● WHAT IS NEEDED: Where a record holds a picture, leave the picture out; otherwise repeat every record exactly.

● DATASET RECORDS:
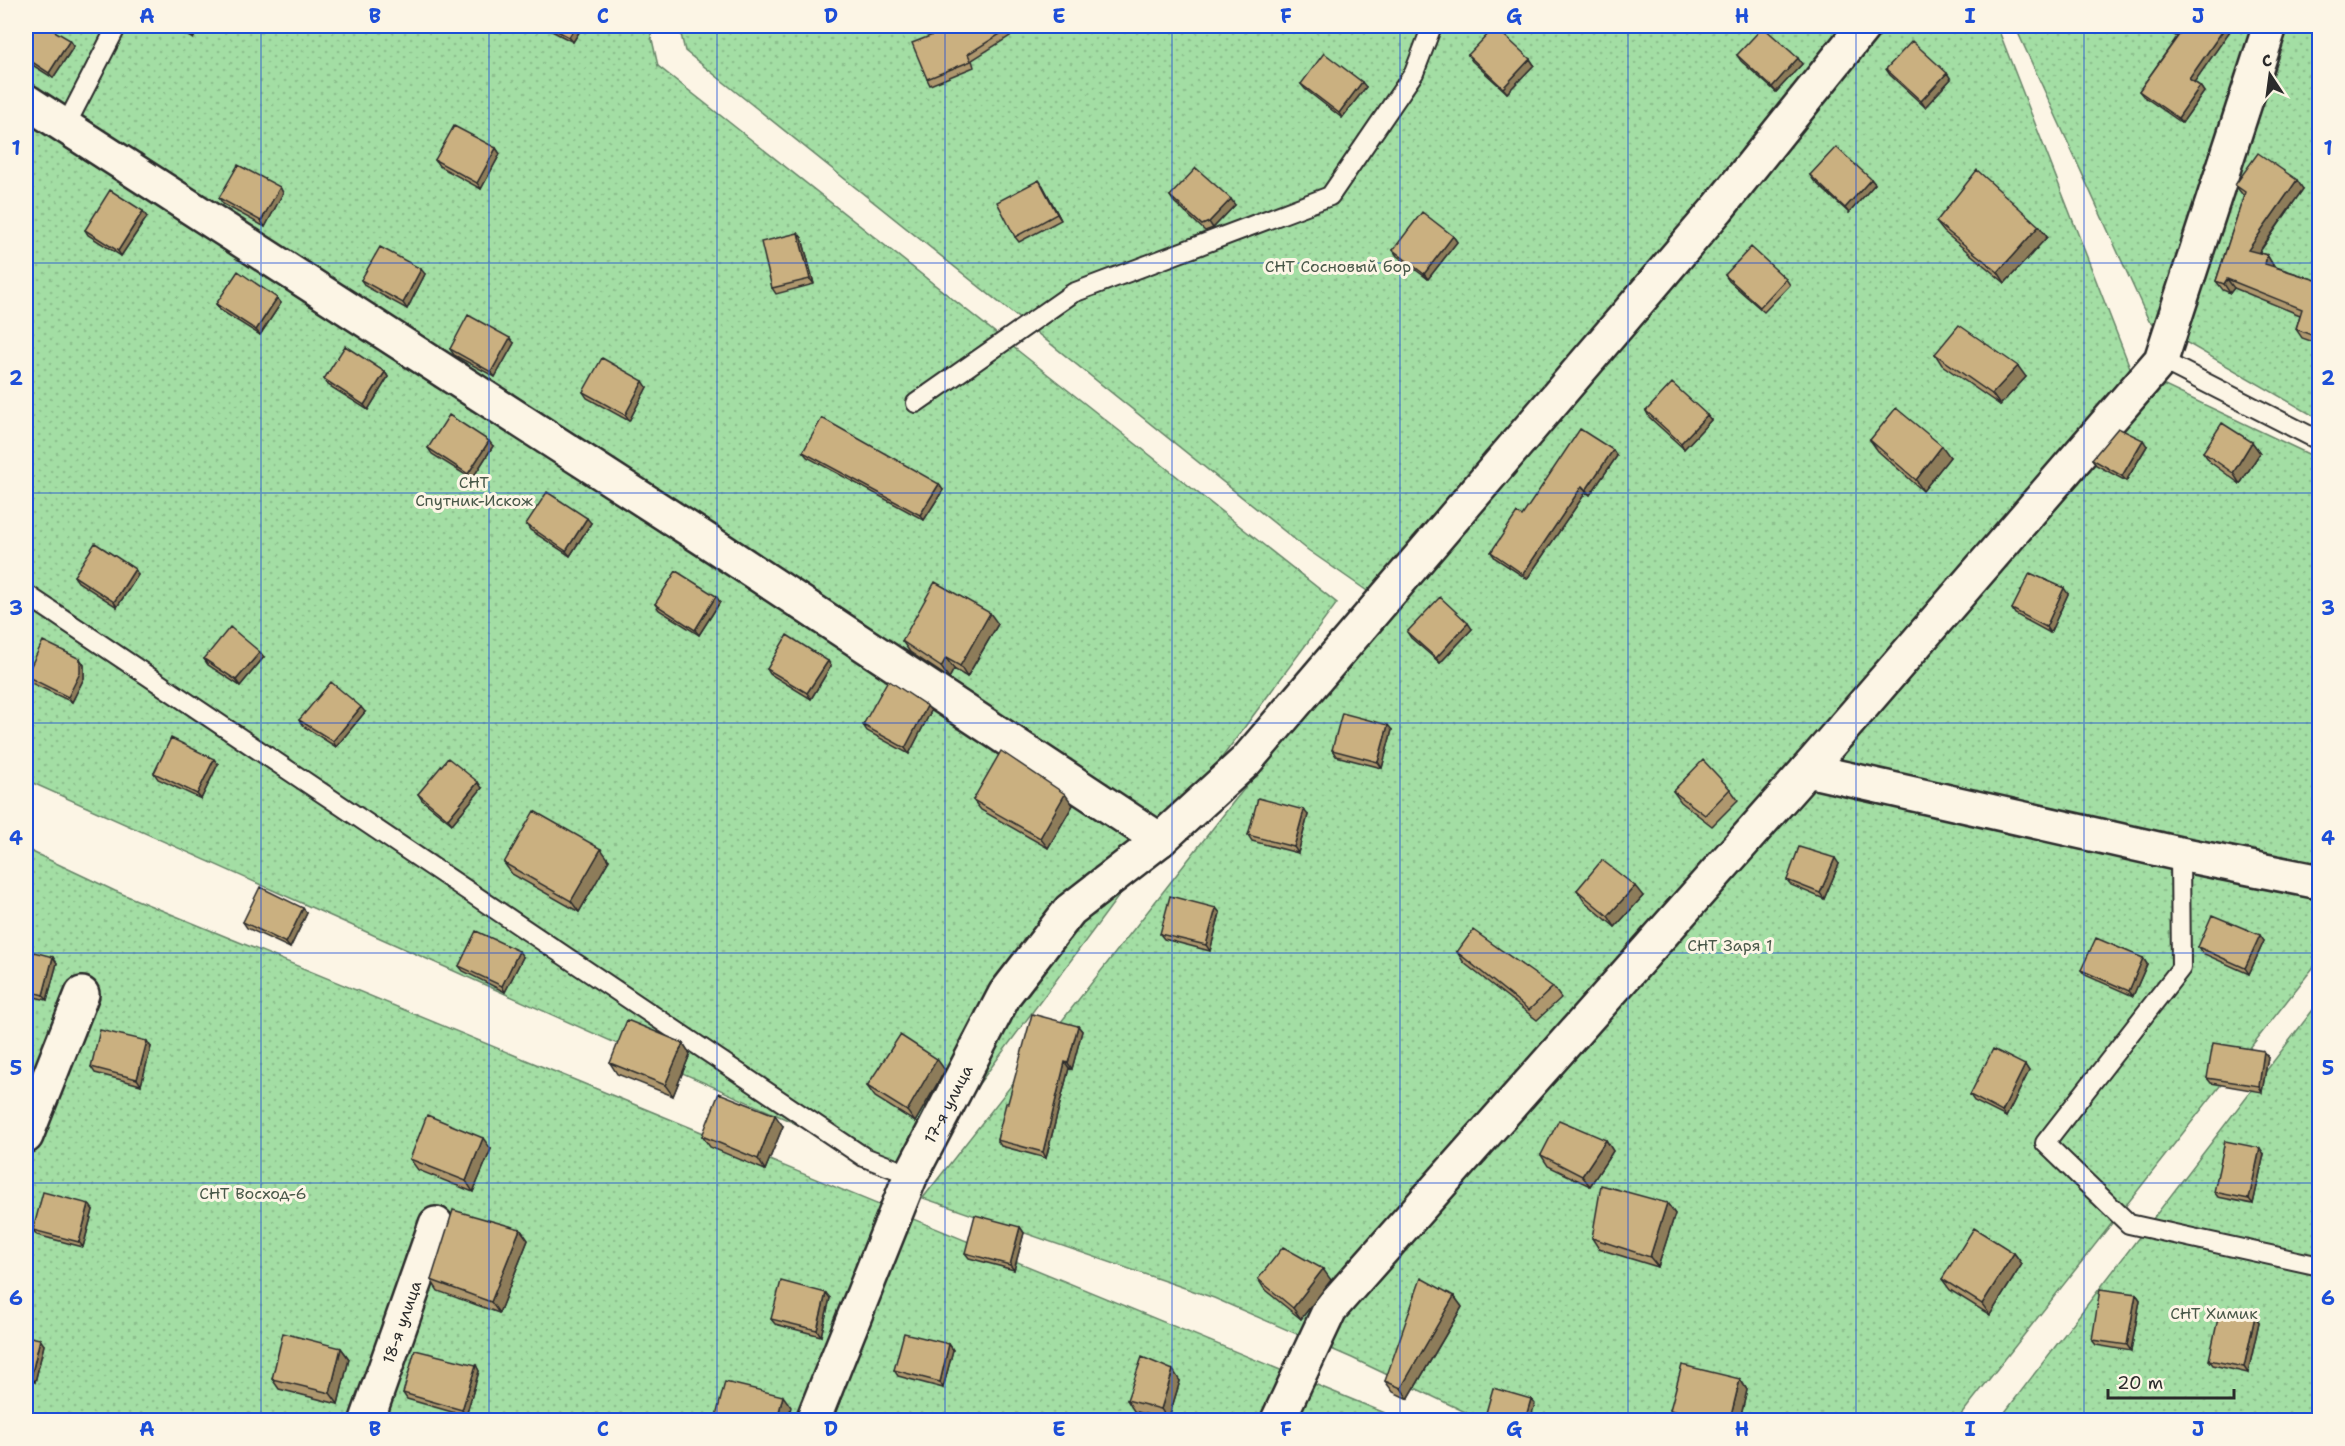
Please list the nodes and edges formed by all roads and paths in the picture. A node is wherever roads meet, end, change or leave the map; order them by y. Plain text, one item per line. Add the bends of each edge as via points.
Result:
1 (117, 26) edge
2 (1432, 26) edge
3 (1864, 26) edge
4 (2270, 26) edge
5 (26, 101) edge
6 (65, 127) junction
7 (2161, 360) junction
8 (916, 403) dead end
9 (2319, 441) edge
10 (26, 594) edge
11 (1807, 770) junction
12 (1160, 840) junction
13 (2180, 854) junction
14 (2319, 882) edge
15 (82, 994) dead end
16 (26, 1136) edge
17 (911, 1175) junction
18 (436, 1224) dead end
19 (2319, 1266) edge
20 (367, 1420) edge
21 (813, 1420) edge
22 (1278, 1420) edge

1 - 6 lane
2 - 8 lane via 1414,73 1330,196 1073,293
3 - 12 street, 17-я улица via 1718,208 1269,735
4 - 7 street
5 - 6 street
6 - 12 street via 702,538
7 - 9 lane
7 - 11 street
10 - 17 lane via 864,1157
11 - 13 street
11 - 22 street via 1330,1309
12 - 17 street, 17-я улица via 1070,910 1005,994
13 - 14 street
13 - 19 lane via 2181,968 2045,1143 2128,1224
15 - 16 street
17 - 21 street, 17-я улица
18 - 20 street, 18-я улица

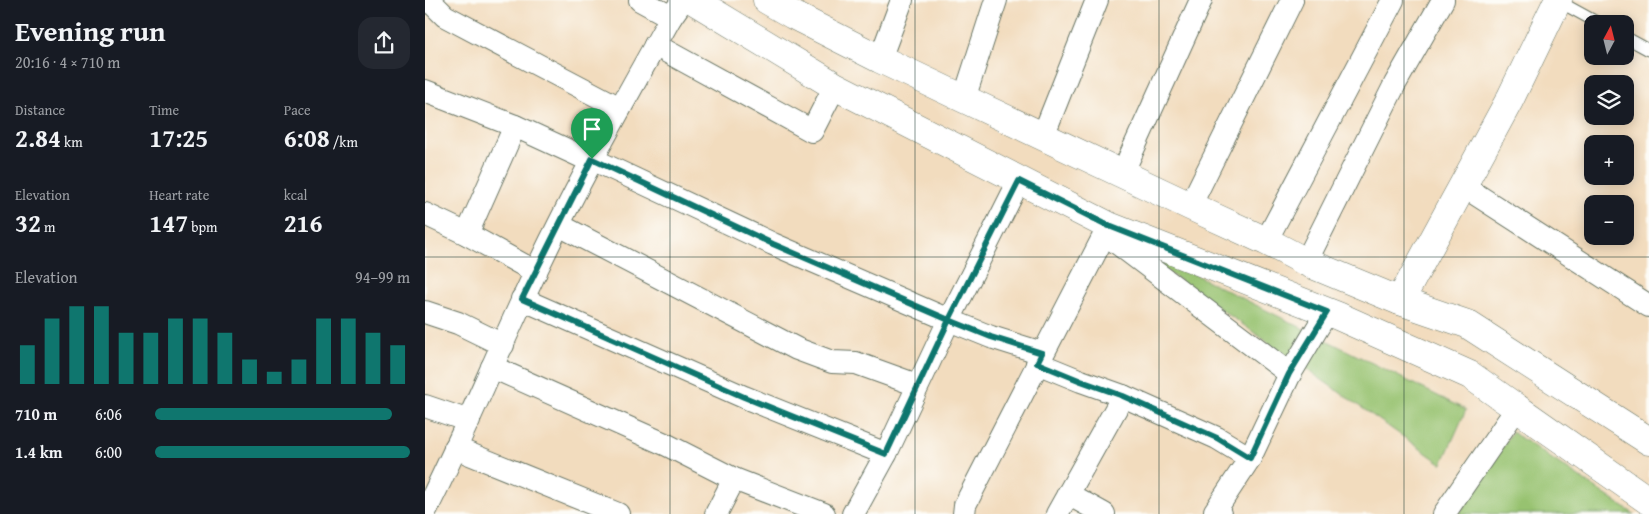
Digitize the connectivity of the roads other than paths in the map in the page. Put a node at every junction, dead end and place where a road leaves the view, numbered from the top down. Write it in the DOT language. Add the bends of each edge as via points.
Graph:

● SOLUTION:
Please list the nodes and edges formed by all roads and paths in the picture. A node is wherever roads meet, end, change or leave the map; order them by y. Plain text, one item per line. Add the bends of each edge as via points.
Result:
1 (117, 26) edge
2 (1432, 26) edge
3 (1864, 26) edge
4 (2270, 26) edge
5 (26, 101) edge
6 (65, 127) junction
7 (2161, 360) junction
8 (916, 403) dead end
9 (2319, 441) edge
10 (26, 594) edge
11 (1807, 770) junction
12 (1160, 840) junction
13 (2180, 854) junction
14 (2319, 882) edge
15 (82, 994) dead end
16 (26, 1136) edge
17 (911, 1175) junction
18 (436, 1224) dead end
19 (2319, 1266) edge
20 (367, 1420) edge
21 (813, 1420) edge
22 (1278, 1420) edge

1 - 6 lane
2 - 8 lane via 1414,73 1330,196 1073,293
3 - 12 street, 17-я улица via 1718,208 1269,735
4 - 7 street
5 - 6 street
6 - 12 street via 702,538
7 - 9 lane
7 - 11 street
10 - 17 lane via 864,1157
11 - 13 street
11 - 22 street via 1330,1309
12 - 17 street, 17-я улица via 1070,910 1005,994
13 - 14 street
13 - 19 lane via 2181,968 2045,1143 2128,1224
15 - 16 street
17 - 21 street, 17-я улица
18 - 20 street, 18-я улица

Digitize the connectivity of the roads other than paths in the map in the page. Put a node at every junction, dead end and place where a road leaves the view, numbered from the top down. Write it in the DOT language. Add the bends of each edge as via points.
Graph:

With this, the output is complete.